- IATA: none; ICAO: none; FAA LID: MA44;

Summary
- Airport type: Private; Public Use
- Owner: Martha's Vineyard Land Bank Commission
- Operator: Martha's Vineyard Land Bank Commission
- Location: Oak Bluffs, Massachusetts
- Built: Unknown
- In use: 1938-present
- Elevation AMSL: 43 ft / 13 m
- Coordinates: 41°26′27.70″N 70°34′9.83″W﻿ / ﻿41.4410278°N 70.5693972°W
- Website: http://www.mvlandbank.com/18trade_wind.shtml

Map
- Interactive map of Trade Wind Airport

Runways
| Direction | Length |  | Surface |
| ft | m |
| 6/24 | 2,200 | 671 | Turf |

Statistics (2020)
- Based aircraft: 0

= Trade Wind Airport =

Trade Wind Airport is an airfield in Oak Bluffs, Massachusetts, located in Dukes County on the Island of Martha's Vineyard.

The airfield has been in operation since at least 1938. It has two turf runways, numbered 6/24 and 13/31. Only runway 6/24 is currently in use. There is a hangar on the property, but there are currently no fueling or hangar facilities available. No overnight parking of planes is allowed, so planes must leave the same day. Aircraft wishing to park overnight use one of the other two airports on the island, Martha's Vineyard Airport or Katama Airpark.

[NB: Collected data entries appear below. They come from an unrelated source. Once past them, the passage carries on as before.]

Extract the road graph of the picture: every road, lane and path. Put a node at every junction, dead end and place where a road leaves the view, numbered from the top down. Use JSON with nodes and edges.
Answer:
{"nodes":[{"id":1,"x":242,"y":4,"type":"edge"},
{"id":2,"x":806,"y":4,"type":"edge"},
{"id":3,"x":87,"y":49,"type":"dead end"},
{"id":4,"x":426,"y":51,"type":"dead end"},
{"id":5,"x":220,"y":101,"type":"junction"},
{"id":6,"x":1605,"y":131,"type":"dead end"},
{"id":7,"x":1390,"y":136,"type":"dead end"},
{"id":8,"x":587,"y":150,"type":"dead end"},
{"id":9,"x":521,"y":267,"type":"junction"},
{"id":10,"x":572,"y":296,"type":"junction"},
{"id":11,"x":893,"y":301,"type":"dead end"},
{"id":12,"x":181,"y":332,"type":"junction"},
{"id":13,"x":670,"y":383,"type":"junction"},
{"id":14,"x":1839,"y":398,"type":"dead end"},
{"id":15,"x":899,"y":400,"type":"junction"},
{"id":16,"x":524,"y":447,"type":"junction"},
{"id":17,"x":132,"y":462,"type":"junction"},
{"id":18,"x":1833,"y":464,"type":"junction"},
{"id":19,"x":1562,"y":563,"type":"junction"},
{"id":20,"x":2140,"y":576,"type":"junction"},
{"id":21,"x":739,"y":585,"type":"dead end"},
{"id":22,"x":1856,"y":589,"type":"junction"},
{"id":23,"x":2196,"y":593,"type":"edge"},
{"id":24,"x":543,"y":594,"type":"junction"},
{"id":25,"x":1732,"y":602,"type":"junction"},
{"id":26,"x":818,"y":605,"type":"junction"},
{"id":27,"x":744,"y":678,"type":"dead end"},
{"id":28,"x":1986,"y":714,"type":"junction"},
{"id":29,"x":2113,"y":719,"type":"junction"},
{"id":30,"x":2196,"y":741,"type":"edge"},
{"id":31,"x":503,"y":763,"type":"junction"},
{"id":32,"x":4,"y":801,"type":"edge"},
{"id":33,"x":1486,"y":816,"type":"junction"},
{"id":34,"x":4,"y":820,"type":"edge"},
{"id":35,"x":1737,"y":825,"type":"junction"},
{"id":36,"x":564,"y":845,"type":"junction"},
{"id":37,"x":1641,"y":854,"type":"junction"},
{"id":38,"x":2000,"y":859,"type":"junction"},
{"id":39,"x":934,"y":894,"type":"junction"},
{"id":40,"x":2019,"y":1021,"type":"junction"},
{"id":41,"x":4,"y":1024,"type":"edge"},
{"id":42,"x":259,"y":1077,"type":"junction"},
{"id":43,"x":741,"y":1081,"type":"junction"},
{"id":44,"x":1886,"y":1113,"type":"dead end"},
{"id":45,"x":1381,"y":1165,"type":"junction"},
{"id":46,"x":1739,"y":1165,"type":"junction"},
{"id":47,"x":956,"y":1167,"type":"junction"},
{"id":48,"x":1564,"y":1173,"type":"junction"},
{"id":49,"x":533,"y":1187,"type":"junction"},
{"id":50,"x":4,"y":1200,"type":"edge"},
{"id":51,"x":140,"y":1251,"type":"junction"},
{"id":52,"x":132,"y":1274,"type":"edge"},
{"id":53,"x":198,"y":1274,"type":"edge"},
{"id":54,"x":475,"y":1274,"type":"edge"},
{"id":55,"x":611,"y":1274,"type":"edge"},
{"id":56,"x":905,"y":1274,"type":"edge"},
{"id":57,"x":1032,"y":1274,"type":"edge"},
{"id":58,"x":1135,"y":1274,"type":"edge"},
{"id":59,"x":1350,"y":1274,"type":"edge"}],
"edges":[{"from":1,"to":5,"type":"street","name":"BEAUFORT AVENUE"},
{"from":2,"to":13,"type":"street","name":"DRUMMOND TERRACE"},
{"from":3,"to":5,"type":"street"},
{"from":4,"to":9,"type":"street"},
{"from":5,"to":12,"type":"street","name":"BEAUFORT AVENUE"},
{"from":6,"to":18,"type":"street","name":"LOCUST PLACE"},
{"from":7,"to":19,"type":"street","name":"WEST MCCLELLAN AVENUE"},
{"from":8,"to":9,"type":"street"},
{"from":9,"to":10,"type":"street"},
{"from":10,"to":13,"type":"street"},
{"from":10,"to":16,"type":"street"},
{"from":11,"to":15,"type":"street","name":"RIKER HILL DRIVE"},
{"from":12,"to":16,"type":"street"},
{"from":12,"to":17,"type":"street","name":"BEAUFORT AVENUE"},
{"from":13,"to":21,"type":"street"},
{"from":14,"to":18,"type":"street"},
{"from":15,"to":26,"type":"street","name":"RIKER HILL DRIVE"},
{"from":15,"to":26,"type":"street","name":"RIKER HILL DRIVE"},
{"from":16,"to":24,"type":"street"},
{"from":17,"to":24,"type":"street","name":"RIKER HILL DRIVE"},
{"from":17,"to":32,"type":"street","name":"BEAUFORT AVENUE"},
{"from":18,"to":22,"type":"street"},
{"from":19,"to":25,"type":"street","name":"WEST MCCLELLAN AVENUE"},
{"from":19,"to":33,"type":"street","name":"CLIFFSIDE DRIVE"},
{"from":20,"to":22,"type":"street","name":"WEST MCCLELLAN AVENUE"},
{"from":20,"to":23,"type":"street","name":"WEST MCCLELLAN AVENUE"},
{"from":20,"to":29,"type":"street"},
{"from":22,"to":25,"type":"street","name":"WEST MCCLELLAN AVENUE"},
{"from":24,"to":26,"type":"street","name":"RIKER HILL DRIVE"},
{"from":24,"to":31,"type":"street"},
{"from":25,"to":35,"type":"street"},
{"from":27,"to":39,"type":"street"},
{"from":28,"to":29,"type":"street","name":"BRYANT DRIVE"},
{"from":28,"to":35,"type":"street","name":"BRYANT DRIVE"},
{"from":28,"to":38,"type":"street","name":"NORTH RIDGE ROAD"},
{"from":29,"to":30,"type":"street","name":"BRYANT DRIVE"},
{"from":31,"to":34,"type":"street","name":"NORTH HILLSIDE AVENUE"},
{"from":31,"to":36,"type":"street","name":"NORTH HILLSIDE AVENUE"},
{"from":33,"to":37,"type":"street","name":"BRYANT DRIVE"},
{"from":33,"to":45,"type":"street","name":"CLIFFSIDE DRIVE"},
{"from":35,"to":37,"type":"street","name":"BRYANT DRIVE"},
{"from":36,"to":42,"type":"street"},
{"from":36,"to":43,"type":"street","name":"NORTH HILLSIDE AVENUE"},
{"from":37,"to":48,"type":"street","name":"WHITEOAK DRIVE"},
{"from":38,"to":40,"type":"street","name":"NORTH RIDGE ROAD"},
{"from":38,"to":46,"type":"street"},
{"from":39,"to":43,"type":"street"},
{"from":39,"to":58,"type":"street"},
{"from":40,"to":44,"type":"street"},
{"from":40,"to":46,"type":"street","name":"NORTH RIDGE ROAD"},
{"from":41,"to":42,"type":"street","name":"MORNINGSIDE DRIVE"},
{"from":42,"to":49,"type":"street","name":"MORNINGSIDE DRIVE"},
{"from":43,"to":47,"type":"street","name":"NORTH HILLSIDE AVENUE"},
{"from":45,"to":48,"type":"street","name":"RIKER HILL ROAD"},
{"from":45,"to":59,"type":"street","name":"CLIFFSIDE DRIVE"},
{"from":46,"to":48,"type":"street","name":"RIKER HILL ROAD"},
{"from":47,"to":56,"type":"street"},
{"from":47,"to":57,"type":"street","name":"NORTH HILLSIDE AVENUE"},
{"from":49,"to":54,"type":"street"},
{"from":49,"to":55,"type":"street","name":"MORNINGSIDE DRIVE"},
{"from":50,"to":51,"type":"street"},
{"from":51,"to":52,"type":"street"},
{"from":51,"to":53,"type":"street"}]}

The airport is on 71.9 acres of land known as the Trade Wind Fields Preserve and is owned and operated by the Martha's Vineyard Land Bank Commission.

The airport is privately owned, for public use. Landing is allowed only after receiving a permission-to-land email from the Land Bank. Pilots request permission in advance using a form on the Land Bank's website. Permission-to-land emails are valid until December 31 and must be renewed annually.